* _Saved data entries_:
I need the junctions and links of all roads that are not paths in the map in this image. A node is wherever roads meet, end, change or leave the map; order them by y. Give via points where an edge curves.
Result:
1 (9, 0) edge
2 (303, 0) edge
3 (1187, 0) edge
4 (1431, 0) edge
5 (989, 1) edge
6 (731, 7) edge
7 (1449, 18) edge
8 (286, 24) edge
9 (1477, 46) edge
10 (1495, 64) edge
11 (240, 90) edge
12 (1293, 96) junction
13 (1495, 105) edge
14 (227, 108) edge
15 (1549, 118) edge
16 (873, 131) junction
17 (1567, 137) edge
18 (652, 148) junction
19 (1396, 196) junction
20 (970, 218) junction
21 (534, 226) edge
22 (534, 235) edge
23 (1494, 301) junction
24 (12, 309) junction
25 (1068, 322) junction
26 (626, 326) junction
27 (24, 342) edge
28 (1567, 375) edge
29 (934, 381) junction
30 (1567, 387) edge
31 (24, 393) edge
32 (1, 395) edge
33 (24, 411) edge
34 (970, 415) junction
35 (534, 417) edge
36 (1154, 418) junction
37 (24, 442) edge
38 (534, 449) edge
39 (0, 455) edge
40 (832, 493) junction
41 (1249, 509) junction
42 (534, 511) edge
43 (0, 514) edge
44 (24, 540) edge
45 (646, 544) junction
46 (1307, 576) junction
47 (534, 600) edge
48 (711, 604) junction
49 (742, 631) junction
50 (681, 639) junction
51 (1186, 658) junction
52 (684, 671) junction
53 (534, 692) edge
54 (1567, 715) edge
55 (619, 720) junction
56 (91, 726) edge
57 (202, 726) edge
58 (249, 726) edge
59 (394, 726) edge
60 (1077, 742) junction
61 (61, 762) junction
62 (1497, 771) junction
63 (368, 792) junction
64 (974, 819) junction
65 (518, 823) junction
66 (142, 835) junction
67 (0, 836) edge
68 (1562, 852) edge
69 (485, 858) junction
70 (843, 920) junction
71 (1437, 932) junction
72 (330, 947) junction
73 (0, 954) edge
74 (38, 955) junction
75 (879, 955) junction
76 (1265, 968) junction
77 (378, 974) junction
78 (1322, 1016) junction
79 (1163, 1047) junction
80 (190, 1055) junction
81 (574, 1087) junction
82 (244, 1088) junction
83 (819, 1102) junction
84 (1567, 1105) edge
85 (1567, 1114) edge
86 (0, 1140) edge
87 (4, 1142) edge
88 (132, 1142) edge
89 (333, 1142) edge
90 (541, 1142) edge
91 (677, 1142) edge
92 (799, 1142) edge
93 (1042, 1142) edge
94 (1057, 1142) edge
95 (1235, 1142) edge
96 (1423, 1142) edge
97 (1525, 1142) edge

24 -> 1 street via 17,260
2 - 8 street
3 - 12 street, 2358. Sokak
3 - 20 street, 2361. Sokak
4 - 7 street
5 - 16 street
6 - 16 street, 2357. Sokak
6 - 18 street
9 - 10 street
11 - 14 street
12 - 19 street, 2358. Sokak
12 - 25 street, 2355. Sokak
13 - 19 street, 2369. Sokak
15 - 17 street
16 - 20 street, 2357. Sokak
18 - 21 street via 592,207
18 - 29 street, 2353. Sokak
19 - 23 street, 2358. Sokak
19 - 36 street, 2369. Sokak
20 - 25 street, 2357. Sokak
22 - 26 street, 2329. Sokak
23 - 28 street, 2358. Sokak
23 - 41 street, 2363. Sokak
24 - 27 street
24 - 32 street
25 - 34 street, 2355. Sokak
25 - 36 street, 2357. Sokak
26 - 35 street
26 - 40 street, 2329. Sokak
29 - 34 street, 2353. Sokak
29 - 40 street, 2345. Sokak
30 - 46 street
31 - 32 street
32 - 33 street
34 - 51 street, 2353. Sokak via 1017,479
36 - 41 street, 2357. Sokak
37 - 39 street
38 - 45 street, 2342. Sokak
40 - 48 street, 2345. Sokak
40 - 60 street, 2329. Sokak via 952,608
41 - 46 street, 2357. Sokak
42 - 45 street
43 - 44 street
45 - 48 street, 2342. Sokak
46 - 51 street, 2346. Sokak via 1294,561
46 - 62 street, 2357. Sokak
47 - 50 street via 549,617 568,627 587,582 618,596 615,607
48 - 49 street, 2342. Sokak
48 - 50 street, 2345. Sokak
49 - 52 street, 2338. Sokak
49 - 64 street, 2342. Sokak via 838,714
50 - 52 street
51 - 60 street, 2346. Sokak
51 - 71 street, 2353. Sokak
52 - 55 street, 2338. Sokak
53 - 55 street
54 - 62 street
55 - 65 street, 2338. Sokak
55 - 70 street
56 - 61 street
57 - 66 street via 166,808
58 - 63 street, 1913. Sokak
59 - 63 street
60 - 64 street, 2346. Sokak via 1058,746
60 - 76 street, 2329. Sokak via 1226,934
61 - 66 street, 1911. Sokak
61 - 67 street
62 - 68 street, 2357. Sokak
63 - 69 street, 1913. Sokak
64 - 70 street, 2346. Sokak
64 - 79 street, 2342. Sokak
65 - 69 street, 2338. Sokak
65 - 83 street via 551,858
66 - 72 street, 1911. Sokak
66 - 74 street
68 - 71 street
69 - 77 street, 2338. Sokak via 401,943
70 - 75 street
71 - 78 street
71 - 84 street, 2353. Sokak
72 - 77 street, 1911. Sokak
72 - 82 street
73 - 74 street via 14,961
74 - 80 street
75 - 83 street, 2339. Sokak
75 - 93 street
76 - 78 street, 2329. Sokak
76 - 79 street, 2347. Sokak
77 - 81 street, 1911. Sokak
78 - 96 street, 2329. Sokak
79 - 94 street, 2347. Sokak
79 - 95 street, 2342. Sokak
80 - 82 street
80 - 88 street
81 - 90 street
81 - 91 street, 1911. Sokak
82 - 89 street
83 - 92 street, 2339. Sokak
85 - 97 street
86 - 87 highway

* _Exercise aim_:
Restate the data above word for word, please.

* _Response_:
I need the junctions and links of all roads that are not paths in the map in this image. A node is wherever roads meet, end, change or leave the map; order them by y. Give via points where an edge curves.
Result:
1 (9, 0) edge
2 (303, 0) edge
3 (1187, 0) edge
4 (1431, 0) edge
5 (989, 1) edge
6 (731, 7) edge
7 (1449, 18) edge
8 (286, 24) edge
9 (1477, 46) edge
10 (1495, 64) edge
11 (240, 90) edge
12 (1293, 96) junction
13 (1495, 105) edge
14 (227, 108) edge
15 (1549, 118) edge
16 (873, 131) junction
17 (1567, 137) edge
18 (652, 148) junction
19 (1396, 196) junction
20 (970, 218) junction
21 (534, 226) edge
22 (534, 235) edge
23 (1494, 301) junction
24 (12, 309) junction
25 (1068, 322) junction
26 (626, 326) junction
27 (24, 342) edge
28 (1567, 375) edge
29 (934, 381) junction
30 (1567, 387) edge
31 (24, 393) edge
32 (1, 395) edge
33 (24, 411) edge
34 (970, 415) junction
35 (534, 417) edge
36 (1154, 418) junction
37 (24, 442) edge
38 (534, 449) edge
39 (0, 455) edge
40 (832, 493) junction
41 (1249, 509) junction
42 (534, 511) edge
43 (0, 514) edge
44 (24, 540) edge
45 (646, 544) junction
46 (1307, 576) junction
47 (534, 600) edge
48 (711, 604) junction
49 (742, 631) junction
50 (681, 639) junction
51 (1186, 658) junction
52 (684, 671) junction
53 (534, 692) edge
54 (1567, 715) edge
55 (619, 720) junction
56 (91, 726) edge
57 (202, 726) edge
58 (249, 726) edge
59 (394, 726) edge
60 (1077, 742) junction
61 (61, 762) junction
62 (1497, 771) junction
63 (368, 792) junction
64 (974, 819) junction
65 (518, 823) junction
66 (142, 835) junction
67 (0, 836) edge
68 (1562, 852) edge
69 (485, 858) junction
70 (843, 920) junction
71 (1437, 932) junction
72 (330, 947) junction
73 (0, 954) edge
74 (38, 955) junction
75 (879, 955) junction
76 (1265, 968) junction
77 (378, 974) junction
78 (1322, 1016) junction
79 (1163, 1047) junction
80 (190, 1055) junction
81 (574, 1087) junction
82 (244, 1088) junction
83 (819, 1102) junction
84 (1567, 1105) edge
85 (1567, 1114) edge
86 (0, 1140) edge
87 (4, 1142) edge
88 (132, 1142) edge
89 (333, 1142) edge
90 (541, 1142) edge
91 (677, 1142) edge
92 (799, 1142) edge
93 (1042, 1142) edge
94 (1057, 1142) edge
95 (1235, 1142) edge
96 (1423, 1142) edge
97 (1525, 1142) edge

24 -> 1 street via 17,260
2 - 8 street
3 - 12 street, 2358. Sokak
3 - 20 street, 2361. Sokak
4 - 7 street
5 - 16 street
6 - 16 street, 2357. Sokak
6 - 18 street
9 - 10 street
11 - 14 street
12 - 19 street, 2358. Sokak
12 - 25 street, 2355. Sokak
13 - 19 street, 2369. Sokak
15 - 17 street
16 - 20 street, 2357. Sokak
18 - 21 street via 592,207
18 - 29 street, 2353. Sokak
19 - 23 street, 2358. Sokak
19 - 36 street, 2369. Sokak
20 - 25 street, 2357. Sokak
22 - 26 street, 2329. Sokak
23 - 28 street, 2358. Sokak
23 - 41 street, 2363. Sokak
24 - 27 street
24 - 32 street
25 - 34 street, 2355. Sokak
25 - 36 street, 2357. Sokak
26 - 35 street
26 - 40 street, 2329. Sokak
29 - 34 street, 2353. Sokak
29 - 40 street, 2345. Sokak
30 - 46 street
31 - 32 street
32 - 33 street
34 - 51 street, 2353. Sokak via 1017,479
36 - 41 street, 2357. Sokak
37 - 39 street
38 - 45 street, 2342. Sokak
40 - 48 street, 2345. Sokak
40 - 60 street, 2329. Sokak via 952,608
41 - 46 street, 2357. Sokak
42 - 45 street
43 - 44 street
45 - 48 street, 2342. Sokak
46 - 51 street, 2346. Sokak via 1294,561
46 - 62 street, 2357. Sokak
47 - 50 street via 549,617 568,627 587,582 618,596 615,607
48 - 49 street, 2342. Sokak
48 - 50 street, 2345. Sokak
49 - 52 street, 2338. Sokak
49 - 64 street, 2342. Sokak via 838,714
50 - 52 street
51 - 60 street, 2346. Sokak
51 - 71 street, 2353. Sokak
52 - 55 street, 2338. Sokak
53 - 55 street
54 - 62 street
55 - 65 street, 2338. Sokak
55 - 70 street
56 - 61 street
57 - 66 street via 166,808
58 - 63 street, 1913. Sokak
59 - 63 street
60 - 64 street, 2346. Sokak via 1058,746
60 - 76 street, 2329. Sokak via 1226,934
61 - 66 street, 1911. Sokak
61 - 67 street
62 - 68 street, 2357. Sokak
63 - 69 street, 1913. Sokak
64 - 70 street, 2346. Sokak
64 - 79 street, 2342. Sokak
65 - 69 street, 2338. Sokak
65 - 83 street via 551,858
66 - 72 street, 1911. Sokak
66 - 74 street
68 - 71 street
69 - 77 street, 2338. Sokak via 401,943
70 - 75 street
71 - 78 street
71 - 84 street, 2353. Sokak
72 - 77 street, 1911. Sokak
72 - 82 street
73 - 74 street via 14,961
74 - 80 street
75 - 83 street, 2339. Sokak
75 - 93 street
76 - 78 street, 2329. Sokak
76 - 79 street, 2347. Sokak
77 - 81 street, 1911. Sokak
78 - 96 street, 2329. Sokak
79 - 94 street, 2347. Sokak
79 - 95 street, 2342. Sokak
80 - 82 street
80 - 88 street
81 - 90 street
81 - 91 street, 1911. Sokak
82 - 89 street
83 - 92 street, 2339. Sokak
85 - 97 street
86 - 87 highway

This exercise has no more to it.